* Dataset content
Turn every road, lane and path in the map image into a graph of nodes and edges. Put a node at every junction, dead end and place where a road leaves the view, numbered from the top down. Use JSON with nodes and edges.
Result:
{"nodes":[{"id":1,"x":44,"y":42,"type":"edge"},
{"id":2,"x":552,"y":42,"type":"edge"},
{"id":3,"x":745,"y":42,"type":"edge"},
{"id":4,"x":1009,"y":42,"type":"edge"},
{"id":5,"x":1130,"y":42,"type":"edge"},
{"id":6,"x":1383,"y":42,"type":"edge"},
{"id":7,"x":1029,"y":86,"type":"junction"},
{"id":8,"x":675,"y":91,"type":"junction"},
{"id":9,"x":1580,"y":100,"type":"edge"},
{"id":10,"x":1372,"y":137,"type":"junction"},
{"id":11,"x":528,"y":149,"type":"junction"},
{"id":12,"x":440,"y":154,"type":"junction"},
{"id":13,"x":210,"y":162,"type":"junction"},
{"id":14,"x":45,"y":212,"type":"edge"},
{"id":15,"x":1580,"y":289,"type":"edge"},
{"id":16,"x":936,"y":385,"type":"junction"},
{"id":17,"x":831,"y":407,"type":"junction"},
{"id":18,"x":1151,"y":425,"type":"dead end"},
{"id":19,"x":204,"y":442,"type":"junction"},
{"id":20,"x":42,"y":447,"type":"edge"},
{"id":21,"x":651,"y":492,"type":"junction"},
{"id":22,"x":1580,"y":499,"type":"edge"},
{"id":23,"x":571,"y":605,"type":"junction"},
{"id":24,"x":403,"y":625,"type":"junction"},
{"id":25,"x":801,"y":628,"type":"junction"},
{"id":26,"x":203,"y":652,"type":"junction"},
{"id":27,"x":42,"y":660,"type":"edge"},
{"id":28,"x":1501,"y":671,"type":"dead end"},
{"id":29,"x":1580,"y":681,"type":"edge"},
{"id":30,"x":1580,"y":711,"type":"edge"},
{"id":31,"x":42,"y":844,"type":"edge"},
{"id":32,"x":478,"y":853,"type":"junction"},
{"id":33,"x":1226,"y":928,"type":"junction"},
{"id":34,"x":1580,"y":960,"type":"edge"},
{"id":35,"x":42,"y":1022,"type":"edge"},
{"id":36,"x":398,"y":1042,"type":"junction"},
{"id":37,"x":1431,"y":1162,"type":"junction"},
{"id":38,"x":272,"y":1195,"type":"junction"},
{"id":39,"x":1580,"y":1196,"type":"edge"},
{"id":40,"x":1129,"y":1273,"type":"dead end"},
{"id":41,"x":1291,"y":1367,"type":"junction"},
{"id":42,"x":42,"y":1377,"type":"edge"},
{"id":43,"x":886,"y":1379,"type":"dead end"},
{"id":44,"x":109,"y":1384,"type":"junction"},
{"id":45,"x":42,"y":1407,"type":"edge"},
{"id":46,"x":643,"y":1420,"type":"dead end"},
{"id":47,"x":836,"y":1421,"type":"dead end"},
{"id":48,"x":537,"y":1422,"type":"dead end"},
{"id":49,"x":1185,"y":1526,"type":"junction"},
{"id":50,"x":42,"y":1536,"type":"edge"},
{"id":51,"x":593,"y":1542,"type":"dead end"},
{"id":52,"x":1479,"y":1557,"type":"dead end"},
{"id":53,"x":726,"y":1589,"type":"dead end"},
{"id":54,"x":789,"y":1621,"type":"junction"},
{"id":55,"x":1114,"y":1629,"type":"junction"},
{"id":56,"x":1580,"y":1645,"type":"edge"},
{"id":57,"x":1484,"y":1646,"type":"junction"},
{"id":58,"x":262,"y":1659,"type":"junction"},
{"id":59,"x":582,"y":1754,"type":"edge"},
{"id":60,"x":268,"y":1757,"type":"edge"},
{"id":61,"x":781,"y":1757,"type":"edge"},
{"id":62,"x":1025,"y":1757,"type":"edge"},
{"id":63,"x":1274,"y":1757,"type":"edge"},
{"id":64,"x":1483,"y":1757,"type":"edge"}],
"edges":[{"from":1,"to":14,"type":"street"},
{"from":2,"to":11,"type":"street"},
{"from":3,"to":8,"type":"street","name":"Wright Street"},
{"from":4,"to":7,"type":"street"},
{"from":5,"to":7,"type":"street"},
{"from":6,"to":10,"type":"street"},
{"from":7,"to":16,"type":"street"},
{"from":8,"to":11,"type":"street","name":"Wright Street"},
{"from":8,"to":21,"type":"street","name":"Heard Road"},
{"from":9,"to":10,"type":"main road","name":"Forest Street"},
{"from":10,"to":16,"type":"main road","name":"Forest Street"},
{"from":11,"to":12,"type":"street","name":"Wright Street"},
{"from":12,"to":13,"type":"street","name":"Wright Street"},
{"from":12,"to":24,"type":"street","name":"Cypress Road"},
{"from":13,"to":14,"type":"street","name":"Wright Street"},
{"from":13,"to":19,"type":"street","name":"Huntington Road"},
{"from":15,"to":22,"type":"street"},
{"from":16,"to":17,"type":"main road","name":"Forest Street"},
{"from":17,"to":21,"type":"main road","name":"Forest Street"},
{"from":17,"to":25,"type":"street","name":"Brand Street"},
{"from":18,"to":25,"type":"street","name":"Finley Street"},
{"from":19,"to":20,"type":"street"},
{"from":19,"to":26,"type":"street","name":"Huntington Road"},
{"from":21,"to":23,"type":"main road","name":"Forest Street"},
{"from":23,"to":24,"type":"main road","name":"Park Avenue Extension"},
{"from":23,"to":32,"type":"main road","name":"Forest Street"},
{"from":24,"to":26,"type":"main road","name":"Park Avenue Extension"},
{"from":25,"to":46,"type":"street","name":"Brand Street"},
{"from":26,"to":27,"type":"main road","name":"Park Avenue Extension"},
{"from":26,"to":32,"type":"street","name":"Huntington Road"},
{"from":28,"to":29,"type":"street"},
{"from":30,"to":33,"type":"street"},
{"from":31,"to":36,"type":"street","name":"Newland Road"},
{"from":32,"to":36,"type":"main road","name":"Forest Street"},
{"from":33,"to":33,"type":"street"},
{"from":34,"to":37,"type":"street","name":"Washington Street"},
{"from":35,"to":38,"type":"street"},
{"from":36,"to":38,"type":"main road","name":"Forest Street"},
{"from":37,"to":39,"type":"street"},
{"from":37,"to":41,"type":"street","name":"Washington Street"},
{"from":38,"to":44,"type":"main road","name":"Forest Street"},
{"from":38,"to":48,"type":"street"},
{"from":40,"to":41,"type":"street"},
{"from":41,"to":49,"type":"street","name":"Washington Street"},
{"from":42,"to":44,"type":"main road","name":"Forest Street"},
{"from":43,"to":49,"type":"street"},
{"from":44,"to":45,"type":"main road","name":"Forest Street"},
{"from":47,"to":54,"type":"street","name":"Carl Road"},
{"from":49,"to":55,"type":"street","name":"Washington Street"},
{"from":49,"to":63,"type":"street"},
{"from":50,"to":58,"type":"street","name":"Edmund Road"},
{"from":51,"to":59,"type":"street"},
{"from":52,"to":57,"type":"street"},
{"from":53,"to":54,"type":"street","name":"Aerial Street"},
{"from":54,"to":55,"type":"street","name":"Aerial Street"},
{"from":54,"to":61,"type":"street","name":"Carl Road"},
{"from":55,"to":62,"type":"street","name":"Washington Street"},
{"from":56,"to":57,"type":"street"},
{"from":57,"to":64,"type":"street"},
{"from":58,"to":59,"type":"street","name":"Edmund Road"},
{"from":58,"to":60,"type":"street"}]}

* Work to be completed
Please output the complete listing without any alteration.

* Completed task
Turn every road, lane and path in the map image into a graph of nodes and edges. Put a node at every junction, dead end and place where a road leaves the view, numbered from the top down. Use JSON with nodes and edges.
Result:
{"nodes":[{"id":1,"x":44,"y":42,"type":"edge"},
{"id":2,"x":552,"y":42,"type":"edge"},
{"id":3,"x":745,"y":42,"type":"edge"},
{"id":4,"x":1009,"y":42,"type":"edge"},
{"id":5,"x":1130,"y":42,"type":"edge"},
{"id":6,"x":1383,"y":42,"type":"edge"},
{"id":7,"x":1029,"y":86,"type":"junction"},
{"id":8,"x":675,"y":91,"type":"junction"},
{"id":9,"x":1580,"y":100,"type":"edge"},
{"id":10,"x":1372,"y":137,"type":"junction"},
{"id":11,"x":528,"y":149,"type":"junction"},
{"id":12,"x":440,"y":154,"type":"junction"},
{"id":13,"x":210,"y":162,"type":"junction"},
{"id":14,"x":45,"y":212,"type":"edge"},
{"id":15,"x":1580,"y":289,"type":"edge"},
{"id":16,"x":936,"y":385,"type":"junction"},
{"id":17,"x":831,"y":407,"type":"junction"},
{"id":18,"x":1151,"y":425,"type":"dead end"},
{"id":19,"x":204,"y":442,"type":"junction"},
{"id":20,"x":42,"y":447,"type":"edge"},
{"id":21,"x":651,"y":492,"type":"junction"},
{"id":22,"x":1580,"y":499,"type":"edge"},
{"id":23,"x":571,"y":605,"type":"junction"},
{"id":24,"x":403,"y":625,"type":"junction"},
{"id":25,"x":801,"y":628,"type":"junction"},
{"id":26,"x":203,"y":652,"type":"junction"},
{"id":27,"x":42,"y":660,"type":"edge"},
{"id":28,"x":1501,"y":671,"type":"dead end"},
{"id":29,"x":1580,"y":681,"type":"edge"},
{"id":30,"x":1580,"y":711,"type":"edge"},
{"id":31,"x":42,"y":844,"type":"edge"},
{"id":32,"x":478,"y":853,"type":"junction"},
{"id":33,"x":1226,"y":928,"type":"junction"},
{"id":34,"x":1580,"y":960,"type":"edge"},
{"id":35,"x":42,"y":1022,"type":"edge"},
{"id":36,"x":398,"y":1042,"type":"junction"},
{"id":37,"x":1431,"y":1162,"type":"junction"},
{"id":38,"x":272,"y":1195,"type":"junction"},
{"id":39,"x":1580,"y":1196,"type":"edge"},
{"id":40,"x":1129,"y":1273,"type":"dead end"},
{"id":41,"x":1291,"y":1367,"type":"junction"},
{"id":42,"x":42,"y":1377,"type":"edge"},
{"id":43,"x":886,"y":1379,"type":"dead end"},
{"id":44,"x":109,"y":1384,"type":"junction"},
{"id":45,"x":42,"y":1407,"type":"edge"},
{"id":46,"x":643,"y":1420,"type":"dead end"},
{"id":47,"x":836,"y":1421,"type":"dead end"},
{"id":48,"x":537,"y":1422,"type":"dead end"},
{"id":49,"x":1185,"y":1526,"type":"junction"},
{"id":50,"x":42,"y":1536,"type":"edge"},
{"id":51,"x":593,"y":1542,"type":"dead end"},
{"id":52,"x":1479,"y":1557,"type":"dead end"},
{"id":53,"x":726,"y":1589,"type":"dead end"},
{"id":54,"x":789,"y":1621,"type":"junction"},
{"id":55,"x":1114,"y":1629,"type":"junction"},
{"id":56,"x":1580,"y":1645,"type":"edge"},
{"id":57,"x":1484,"y":1646,"type":"junction"},
{"id":58,"x":262,"y":1659,"type":"junction"},
{"id":59,"x":582,"y":1754,"type":"edge"},
{"id":60,"x":268,"y":1757,"type":"edge"},
{"id":61,"x":781,"y":1757,"type":"edge"},
{"id":62,"x":1025,"y":1757,"type":"edge"},
{"id":63,"x":1274,"y":1757,"type":"edge"},
{"id":64,"x":1483,"y":1757,"type":"edge"}],
"edges":[{"from":1,"to":14,"type":"street"},
{"from":2,"to":11,"type":"street"},
{"from":3,"to":8,"type":"street","name":"Wright Street"},
{"from":4,"to":7,"type":"street"},
{"from":5,"to":7,"type":"street"},
{"from":6,"to":10,"type":"street"},
{"from":7,"to":16,"type":"street"},
{"from":8,"to":11,"type":"street","name":"Wright Street"},
{"from":8,"to":21,"type":"street","name":"Heard Road"},
{"from":9,"to":10,"type":"main road","name":"Forest Street"},
{"from":10,"to":16,"type":"main road","name":"Forest Street"},
{"from":11,"to":12,"type":"street","name":"Wright Street"},
{"from":12,"to":13,"type":"street","name":"Wright Street"},
{"from":12,"to":24,"type":"street","name":"Cypress Road"},
{"from":13,"to":14,"type":"street","name":"Wright Street"},
{"from":13,"to":19,"type":"street","name":"Huntington Road"},
{"from":15,"to":22,"type":"street"},
{"from":16,"to":17,"type":"main road","name":"Forest Street"},
{"from":17,"to":21,"type":"main road","name":"Forest Street"},
{"from":17,"to":25,"type":"street","name":"Brand Street"},
{"from":18,"to":25,"type":"street","name":"Finley Street"},
{"from":19,"to":20,"type":"street"},
{"from":19,"to":26,"type":"street","name":"Huntington Road"},
{"from":21,"to":23,"type":"main road","name":"Forest Street"},
{"from":23,"to":24,"type":"main road","name":"Park Avenue Extension"},
{"from":23,"to":32,"type":"main road","name":"Forest Street"},
{"from":24,"to":26,"type":"main road","name":"Park Avenue Extension"},
{"from":25,"to":46,"type":"street","name":"Brand Street"},
{"from":26,"to":27,"type":"main road","name":"Park Avenue Extension"},
{"from":26,"to":32,"type":"street","name":"Huntington Road"},
{"from":28,"to":29,"type":"street"},
{"from":30,"to":33,"type":"street"},
{"from":31,"to":36,"type":"street","name":"Newland Road"},
{"from":32,"to":36,"type":"main road","name":"Forest Street"},
{"from":33,"to":33,"type":"street"},
{"from":34,"to":37,"type":"street","name":"Washington Street"},
{"from":35,"to":38,"type":"street"},
{"from":36,"to":38,"type":"main road","name":"Forest Street"},
{"from":37,"to":39,"type":"street"},
{"from":37,"to":41,"type":"street","name":"Washington Street"},
{"from":38,"to":44,"type":"main road","name":"Forest Street"},
{"from":38,"to":48,"type":"street"},
{"from":40,"to":41,"type":"street"},
{"from":41,"to":49,"type":"street","name":"Washington Street"},
{"from":42,"to":44,"type":"main road","name":"Forest Street"},
{"from":43,"to":49,"type":"street"},
{"from":44,"to":45,"type":"main road","name":"Forest Street"},
{"from":47,"to":54,"type":"street","name":"Carl Road"},
{"from":49,"to":55,"type":"street","name":"Washington Street"},
{"from":49,"to":63,"type":"street"},
{"from":50,"to":58,"type":"street","name":"Edmund Road"},
{"from":51,"to":59,"type":"street"},
{"from":52,"to":57,"type":"street"},
{"from":53,"to":54,"type":"street","name":"Aerial Street"},
{"from":54,"to":55,"type":"street","name":"Aerial Street"},
{"from":54,"to":61,"type":"street","name":"Carl Road"},
{"from":55,"to":62,"type":"street","name":"Washington Street"},
{"from":56,"to":57,"type":"street"},
{"from":57,"to":64,"type":"street"},
{"from":58,"to":59,"type":"street","name":"Edmund Road"},
{"from":58,"to":60,"type":"street"}]}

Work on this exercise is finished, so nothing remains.